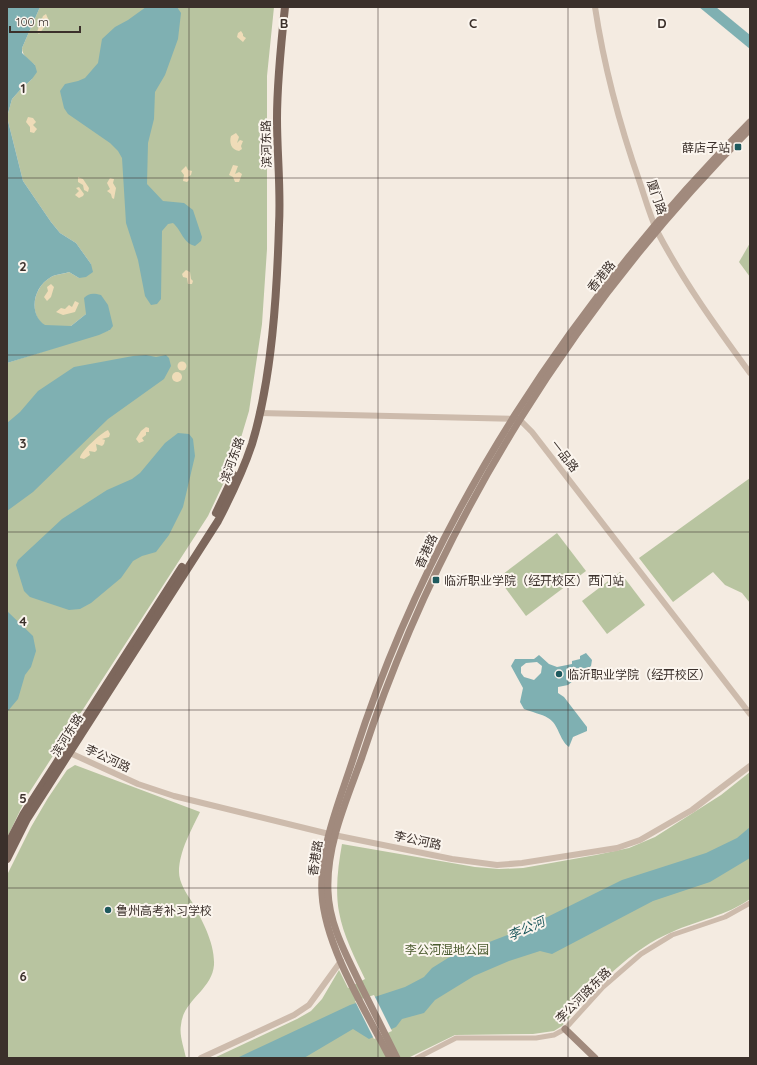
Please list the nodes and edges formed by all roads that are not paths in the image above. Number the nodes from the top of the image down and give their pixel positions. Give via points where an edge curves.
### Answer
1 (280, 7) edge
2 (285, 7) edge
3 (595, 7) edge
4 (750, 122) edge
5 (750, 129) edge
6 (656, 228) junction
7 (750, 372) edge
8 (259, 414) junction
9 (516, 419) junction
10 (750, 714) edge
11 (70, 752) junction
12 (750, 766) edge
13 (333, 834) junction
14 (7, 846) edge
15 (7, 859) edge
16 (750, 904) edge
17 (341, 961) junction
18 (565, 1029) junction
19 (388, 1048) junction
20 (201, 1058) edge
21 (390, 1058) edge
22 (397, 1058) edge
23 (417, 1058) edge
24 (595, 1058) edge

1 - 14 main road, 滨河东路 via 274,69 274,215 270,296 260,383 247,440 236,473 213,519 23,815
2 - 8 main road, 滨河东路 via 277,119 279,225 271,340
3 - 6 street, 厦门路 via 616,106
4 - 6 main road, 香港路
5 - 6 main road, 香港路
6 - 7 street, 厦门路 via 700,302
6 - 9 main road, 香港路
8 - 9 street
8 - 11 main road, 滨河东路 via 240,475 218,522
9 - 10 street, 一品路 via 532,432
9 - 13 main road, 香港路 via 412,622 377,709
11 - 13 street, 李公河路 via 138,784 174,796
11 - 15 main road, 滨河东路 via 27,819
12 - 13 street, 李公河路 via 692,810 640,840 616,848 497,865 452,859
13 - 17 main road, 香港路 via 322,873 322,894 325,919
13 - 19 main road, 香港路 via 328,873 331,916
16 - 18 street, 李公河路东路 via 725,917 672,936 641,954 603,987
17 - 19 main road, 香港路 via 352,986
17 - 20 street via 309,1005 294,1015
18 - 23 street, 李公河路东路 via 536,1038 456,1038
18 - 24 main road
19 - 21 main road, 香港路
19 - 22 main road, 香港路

----

* **PROBLEM REQUIREMENTS**
All of the material above needs to be restated exactly, with no pictures.

* **SOLUTION TO THIS PROBLEM**
Please list the nodes and edges formed by all roads that are not paths in the image above. Number the nodes from the top of the image down and give their pixel positions. Give via points where an edge curves.
### Answer
1 (280, 7) edge
2 (285, 7) edge
3 (595, 7) edge
4 (750, 122) edge
5 (750, 129) edge
6 (656, 228) junction
7 (750, 372) edge
8 (259, 414) junction
9 (516, 419) junction
10 (750, 714) edge
11 (70, 752) junction
12 (750, 766) edge
13 (333, 834) junction
14 (7, 846) edge
15 (7, 859) edge
16 (750, 904) edge
17 (341, 961) junction
18 (565, 1029) junction
19 (388, 1048) junction
20 (201, 1058) edge
21 (390, 1058) edge
22 (397, 1058) edge
23 (417, 1058) edge
24 (595, 1058) edge

1 - 14 main road, 滨河东路 via 274,69 274,215 270,296 260,383 247,440 236,473 213,519 23,815
2 - 8 main road, 滨河东路 via 277,119 279,225 271,340
3 - 6 street, 厦门路 via 616,106
4 - 6 main road, 香港路
5 - 6 main road, 香港路
6 - 7 street, 厦门路 via 700,302
6 - 9 main road, 香港路
8 - 9 street
8 - 11 main road, 滨河东路 via 240,475 218,522
9 - 10 street, 一品路 via 532,432
9 - 13 main road, 香港路 via 412,622 377,709
11 - 13 street, 李公河路 via 138,784 174,796
11 - 15 main road, 滨河东路 via 27,819
12 - 13 street, 李公河路 via 692,810 640,840 616,848 497,865 452,859
13 - 17 main road, 香港路 via 322,873 322,894 325,919
13 - 19 main road, 香港路 via 328,873 331,916
16 - 18 street, 李公河路东路 via 725,917 672,936 641,954 603,987
17 - 19 main road, 香港路 via 352,986
17 - 20 street via 309,1005 294,1015
18 - 23 street, 李公河路东路 via 536,1038 456,1038
18 - 24 main road
19 - 21 main road, 香港路
19 - 22 main road, 香港路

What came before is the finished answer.